● What to produce
Throughout the listing below, copy each line containing "dead".

● Material provided

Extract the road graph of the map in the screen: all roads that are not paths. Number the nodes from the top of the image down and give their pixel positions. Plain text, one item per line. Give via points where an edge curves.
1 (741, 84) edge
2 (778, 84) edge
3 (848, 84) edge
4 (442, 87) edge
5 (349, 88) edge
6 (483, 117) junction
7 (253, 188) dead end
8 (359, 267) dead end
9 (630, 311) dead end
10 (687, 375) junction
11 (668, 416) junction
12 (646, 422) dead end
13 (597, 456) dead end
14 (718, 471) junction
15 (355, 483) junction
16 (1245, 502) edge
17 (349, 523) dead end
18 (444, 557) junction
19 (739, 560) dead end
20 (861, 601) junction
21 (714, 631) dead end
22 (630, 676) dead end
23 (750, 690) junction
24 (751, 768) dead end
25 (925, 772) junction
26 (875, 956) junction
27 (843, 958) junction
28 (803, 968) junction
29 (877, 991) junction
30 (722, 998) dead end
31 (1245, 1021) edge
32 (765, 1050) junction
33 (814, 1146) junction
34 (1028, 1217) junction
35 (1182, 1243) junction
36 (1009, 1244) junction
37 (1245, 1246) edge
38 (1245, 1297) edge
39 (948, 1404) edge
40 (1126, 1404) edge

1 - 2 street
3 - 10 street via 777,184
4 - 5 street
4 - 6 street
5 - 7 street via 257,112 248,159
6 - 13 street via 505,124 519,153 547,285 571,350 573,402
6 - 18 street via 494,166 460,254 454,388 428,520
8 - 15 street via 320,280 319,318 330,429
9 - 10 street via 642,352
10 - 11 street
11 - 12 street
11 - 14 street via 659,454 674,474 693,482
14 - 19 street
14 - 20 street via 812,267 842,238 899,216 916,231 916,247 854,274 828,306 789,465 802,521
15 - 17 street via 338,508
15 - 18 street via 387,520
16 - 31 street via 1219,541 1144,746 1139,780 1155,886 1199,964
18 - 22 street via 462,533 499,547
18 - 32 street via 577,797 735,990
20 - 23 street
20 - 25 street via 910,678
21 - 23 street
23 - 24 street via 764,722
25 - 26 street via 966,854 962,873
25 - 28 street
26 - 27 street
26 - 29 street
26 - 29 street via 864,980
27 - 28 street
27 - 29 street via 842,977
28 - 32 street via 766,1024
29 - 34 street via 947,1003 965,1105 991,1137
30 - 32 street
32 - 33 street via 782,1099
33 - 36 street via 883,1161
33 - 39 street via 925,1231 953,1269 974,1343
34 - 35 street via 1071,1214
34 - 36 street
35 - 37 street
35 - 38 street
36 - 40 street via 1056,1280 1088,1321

● Answer section
7 (253, 188) dead end
8 (359, 267) dead end
9 (630, 311) dead end
12 (646, 422) dead end
13 (597, 456) dead end
17 (349, 523) dead end
19 (739, 560) dead end
21 (714, 631) dead end
22 (630, 676) dead end
24 (751, 768) dead end
30 (722, 998) dead end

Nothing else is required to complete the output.